Extended A: It's almost never low impedance that kills an OT, it's too high an impedance.

The power tubes simply refuse to put out all that much more current with a lower-impedance load, so death by overheating with a too-low load is all but impossible - not totally out of the question but extremely unlikely. The power tubes simply get into a loading range where their output power goes down from the mismatched load. At 2:1 lower-than-matched load is not unreasonable at all.

If you do too high a load, the power tubes still limit what they put out, but a second order effect becomes important.

There is magnetic leakage from primary to secondary and between both half-primaries to each other. When the current in the primary is driven to be discontinuous, you get inductive kickback from the leakage inductances in the form of a voltage spike.

This voltage spike can punch through insulation or flash over sockets, and the spike is sitting on top of B+, so it's got a head start for a flashover to ground. If the punchthrough was one time, it wouldn't be a problem, but the burning residues inside the transformer make punchthrough easier at the same point on the next cycle, and eventually erode the insulation to make a conductive path between layers. The sound goes south, and with an intermittent short you can get a permanent short, or the wire can burn though to give you an open there, and now you have a dead transformer.

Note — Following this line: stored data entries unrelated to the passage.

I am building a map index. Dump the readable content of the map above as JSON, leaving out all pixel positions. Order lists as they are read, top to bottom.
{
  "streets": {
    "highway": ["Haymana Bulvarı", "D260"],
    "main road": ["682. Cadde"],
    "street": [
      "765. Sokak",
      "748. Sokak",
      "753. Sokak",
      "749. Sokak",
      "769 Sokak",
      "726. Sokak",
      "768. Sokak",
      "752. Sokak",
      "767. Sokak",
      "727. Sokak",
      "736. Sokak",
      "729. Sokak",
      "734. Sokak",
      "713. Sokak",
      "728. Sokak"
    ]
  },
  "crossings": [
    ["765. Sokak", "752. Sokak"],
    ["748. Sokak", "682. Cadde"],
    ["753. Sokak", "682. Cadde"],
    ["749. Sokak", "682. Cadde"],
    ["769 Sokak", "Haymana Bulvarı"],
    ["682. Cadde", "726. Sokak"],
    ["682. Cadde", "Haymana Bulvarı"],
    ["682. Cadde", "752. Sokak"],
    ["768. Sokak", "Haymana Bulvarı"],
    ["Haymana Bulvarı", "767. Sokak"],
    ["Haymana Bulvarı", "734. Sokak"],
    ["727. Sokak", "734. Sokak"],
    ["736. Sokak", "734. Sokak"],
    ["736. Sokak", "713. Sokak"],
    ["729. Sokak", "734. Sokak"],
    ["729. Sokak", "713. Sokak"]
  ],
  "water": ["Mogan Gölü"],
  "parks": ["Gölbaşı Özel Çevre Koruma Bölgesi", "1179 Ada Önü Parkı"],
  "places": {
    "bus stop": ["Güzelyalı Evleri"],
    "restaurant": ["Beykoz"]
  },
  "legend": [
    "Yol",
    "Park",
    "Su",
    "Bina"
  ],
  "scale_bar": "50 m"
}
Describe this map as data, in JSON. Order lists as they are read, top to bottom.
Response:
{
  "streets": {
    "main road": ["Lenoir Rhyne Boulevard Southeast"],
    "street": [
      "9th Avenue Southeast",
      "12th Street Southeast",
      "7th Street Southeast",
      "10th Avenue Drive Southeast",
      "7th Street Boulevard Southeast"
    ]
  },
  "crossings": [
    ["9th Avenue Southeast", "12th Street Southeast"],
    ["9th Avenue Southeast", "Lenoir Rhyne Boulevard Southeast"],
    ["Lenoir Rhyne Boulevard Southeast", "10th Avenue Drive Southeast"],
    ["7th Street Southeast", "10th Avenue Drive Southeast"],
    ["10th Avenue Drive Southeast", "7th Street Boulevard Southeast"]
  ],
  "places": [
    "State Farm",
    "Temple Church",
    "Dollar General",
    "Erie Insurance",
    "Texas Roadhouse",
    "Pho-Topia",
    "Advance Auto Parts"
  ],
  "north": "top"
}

So how much loading is too high? For a well designed (equals interleaved, tightly coupled, low leakage inductances, like a fine, high quality hifi) OT, you can easily withstand a 2:1 mismatch high.

For a poorly designed (high leakage, poor coupling, not well insulated or potted) transformer, 2:1 may well be marginal. Worse, if you have an intermittent contact in the path to the speaker, you will introduce transients that are sharper and hence cause higher voltages. In that light, the speaker impedance selector switch could kill OT's if two ways - if it's a break befor make, the transients cause punch through; if it's a make before break, the OT is intermittently shorted and the higher currents cause burns on the switch that eventually make it into a break before make. Turning the speaker impedance selector with an amp running is something I would not chance, not once.

For why Marshalls are extra sensitive, could be the transformer design, could be that selector switch. I personally would not worry too much about a 2:1 mismatch too low, but I might not do a mismatch high on Marshalls with the observed data that they are not all that sturdy under that load. In that light, pulling two tubes and leaving the impedance switch alone might not be too bad, as the remaining tubes are running into a too-low rather than too-high load.